I’d think that like many people my age, my first introduction to David Bowie was his portrayal as Jareth the Goblin King in Labyrinth. I watched that movie all the time when I was a kid. I thought he was totally creepy, and his not-very-modest costume didn’t help much.
Years later I was working my first job–a movie theater–where my older and cooler coworkers would talk about music. Good music too, and music that I would later discover myself and love. When they talked about David Bowie, I remember it seeming really bizarre. I couldn’t even begin to picture him as anything other than Creepy King Jareth.
I believe it was the fall of 2007 I got my first Bowie album– Ziggy Stardust (full title: The Rise and Fall of Ziggy Stardust and the Spiders from Mars), which is probably the best album ever to start with, and now I consider it my favorite of his, if not his absolute best (That honor goes to Low).
In 2009 I started going to TRANSMISSION, which is a dance night in Minneapolis, specializing almost exclusively in 80’s punk, new wave, brit pop etc… All of which is influenced by Mr. Bowie. I’ve met many, MANY many David Bowie fanatics since then and even though I have nearly all his albums, and I know a ton about him, I’d still consider myself a moderate-level Bowie fan. If only compared to the people I know.

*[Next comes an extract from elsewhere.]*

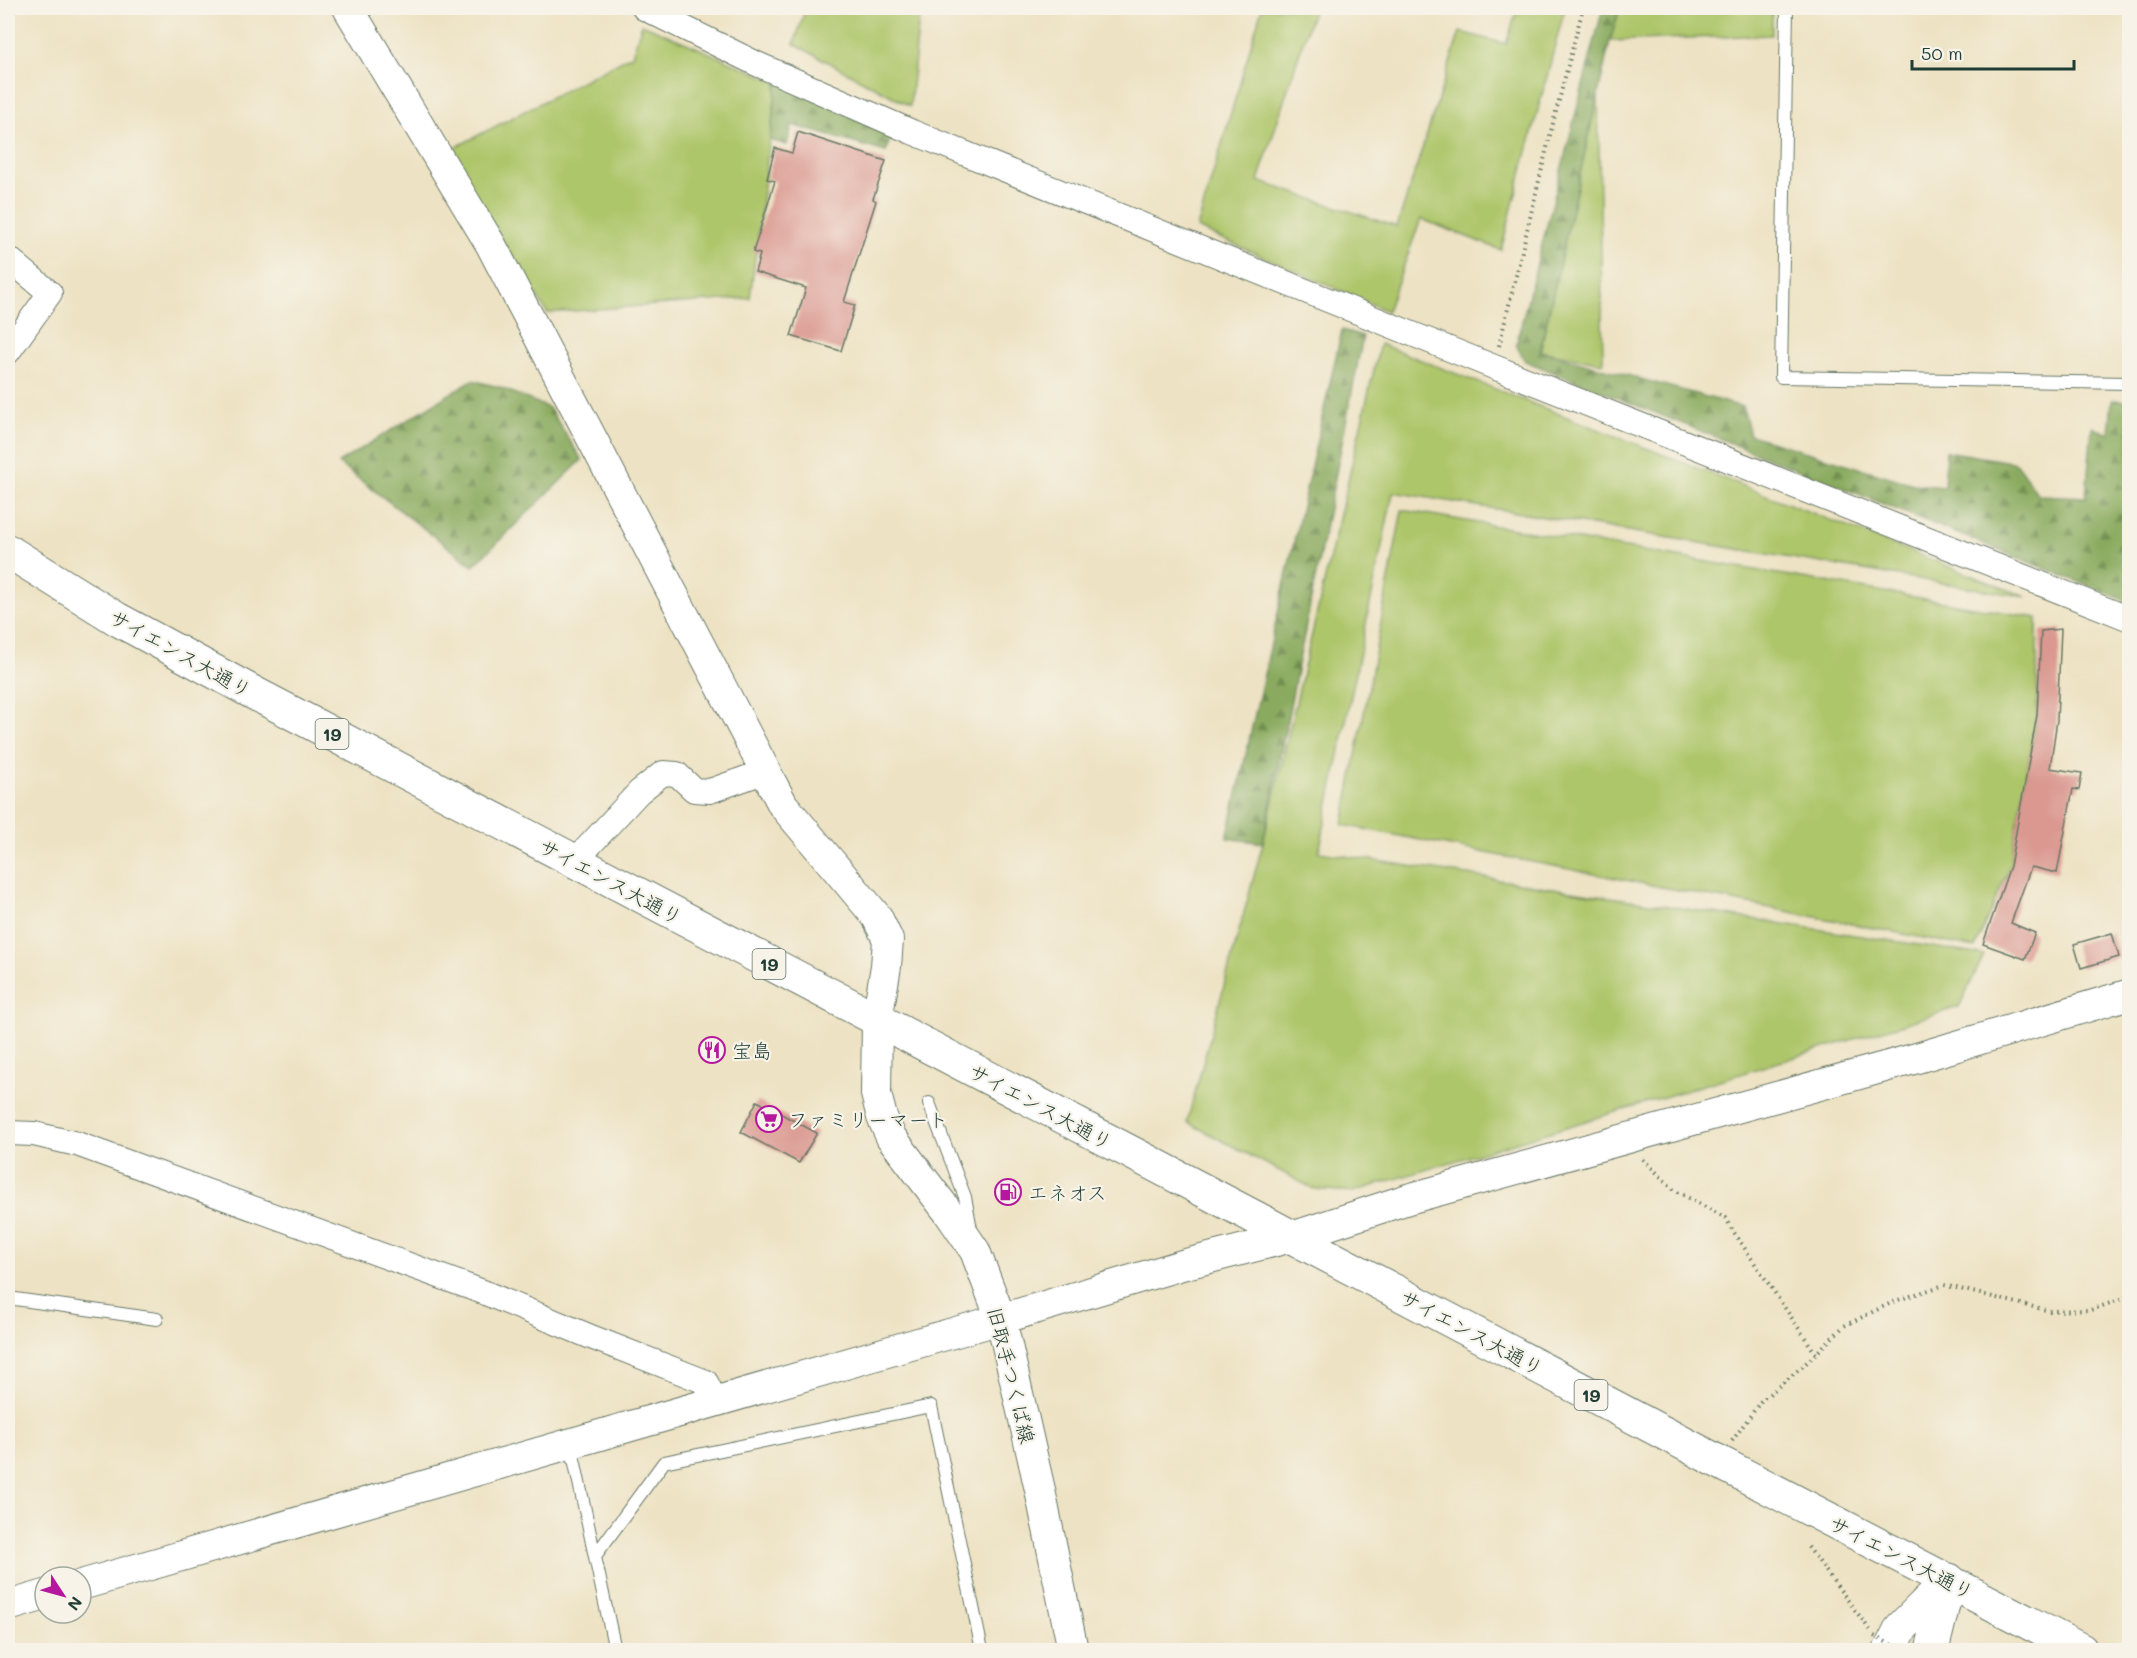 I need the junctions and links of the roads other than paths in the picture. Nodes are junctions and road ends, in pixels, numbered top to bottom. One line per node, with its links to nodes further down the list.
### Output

But his music is like nothing else. It’s interesting above all, but it’s also beautiful, different, emotional, dance-y, groovy, ethereal, and always innovative. His music has paved the way for people who think a little differently; a true trail blazer of music.
My good friend Tom gave me this book last week and I have to say, it’s just immaculate. FULL of these huge glossies of him and so many pictures I haven’t seen before.
Today is his birthday. I like to think though that he’s not from here, and this is just the anniversary of when he came to Earth. Someday he’ll leave, but he’ll always be amongst the stars. Probably.